§ **ABOUT THIS TASK**
Report every line below that has the string "Write" in it.

Dataset excerpts
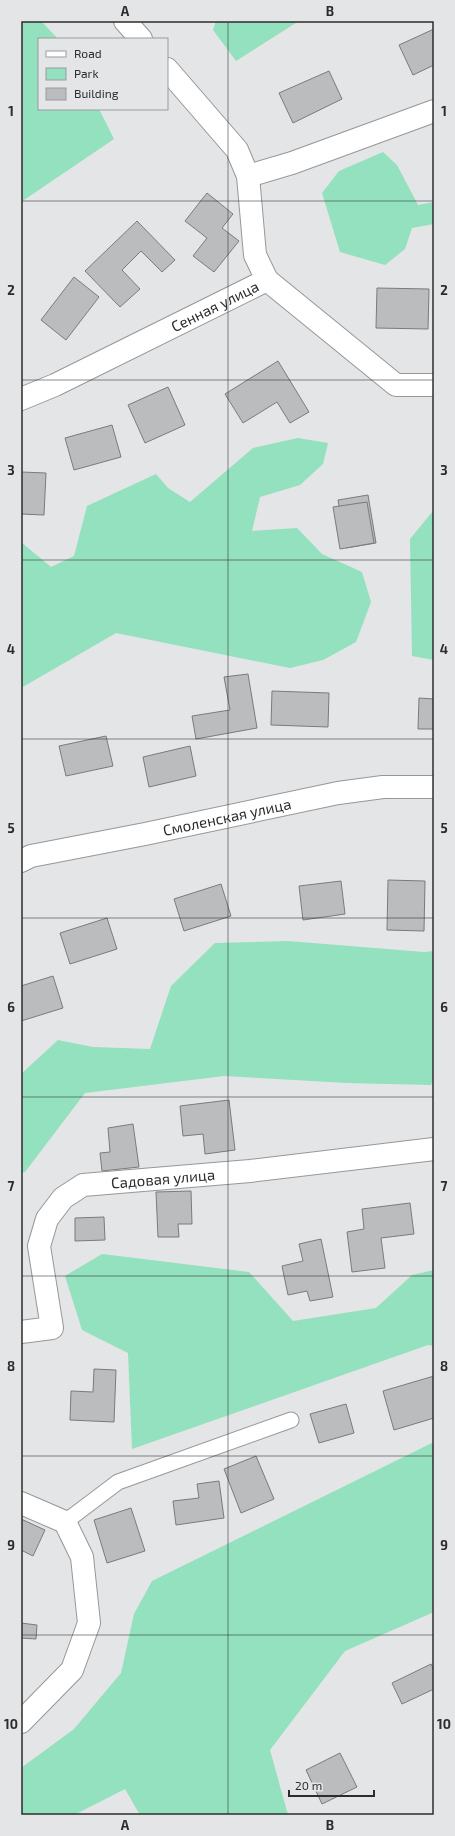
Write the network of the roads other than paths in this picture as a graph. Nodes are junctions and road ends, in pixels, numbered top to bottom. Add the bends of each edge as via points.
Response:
1 (125, 21) edge
2 (139, 38) edge
3 (168, 70) edge
4 (434, 110) edge
5 (248, 176) junction
6 (267, 280) junction
7 (434, 385) edge
8 (21, 399) edge
9 (434, 787) edge
10 (21, 861) edge
11 (434, 1148) edge
12 (21, 1332) edge
13 (291, 1420) dead end
14 (21, 1503) edge
15 (65, 1522) junction
16 (21, 1722) edge

1 - 2 street
3 - 5 street via 237,150
4 - 5 street
5 - 6 street via 255,255
6 - 7 street, Сенная улица via 396,385
6 - 8 street, Сенная улица via 55,386
9 - 10 street, Смоленская улица via 383,787 338,793 31,856
11 - 12 street, Садовая улица via 250,1171 83,1185 63,1198 47,1219 38,1246 52,1328
13 - 15 lane via 118,1482
14 - 15 street
15 - 16 street via 82,1557 89,1624 72,1670

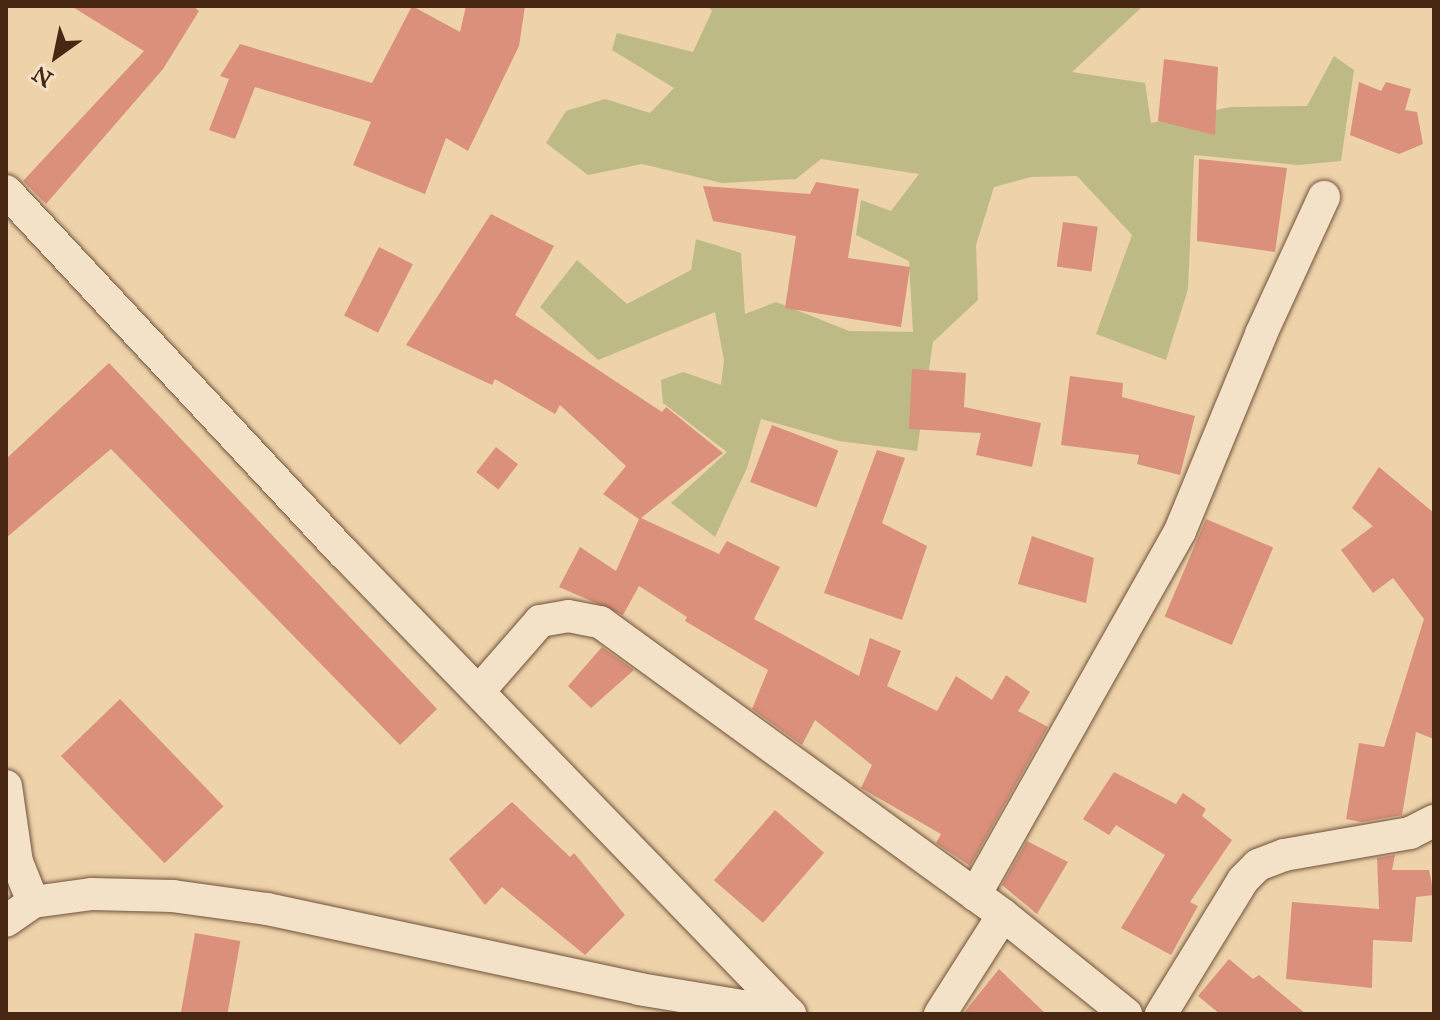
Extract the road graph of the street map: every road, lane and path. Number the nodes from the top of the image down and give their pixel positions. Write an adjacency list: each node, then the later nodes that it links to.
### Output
1 (6, 191): 3 (street)
2 (1324, 197): 6 (street)
3 (479, 691): 6 (street); 10 (street)
4 (6, 786): 7 (street)
5 (1434, 821): 13 (street)
6 (975, 895): 8 (street)
7 (33, 902): 9 (street); 10 (street)
8 (1003, 915): 11 (street); 12 (street)
9 (6, 921)
10 (790, 1014)
11 (940, 1014)
12 (1126, 1014)
13 (1161, 1014)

§ **YOUR RESPONSE**
Write the network of the roads other than paths in this picture as a graph. Nodes are junctions and road ends, in pixels, numbered top to bottom. Add the bends of each edge as via points.
Extract the road graph of the street map: every road, lane and path. Number the nodes from the top of the image down and give their pixel positions. Write an adjacency list: each node, then the later nodes that it links to.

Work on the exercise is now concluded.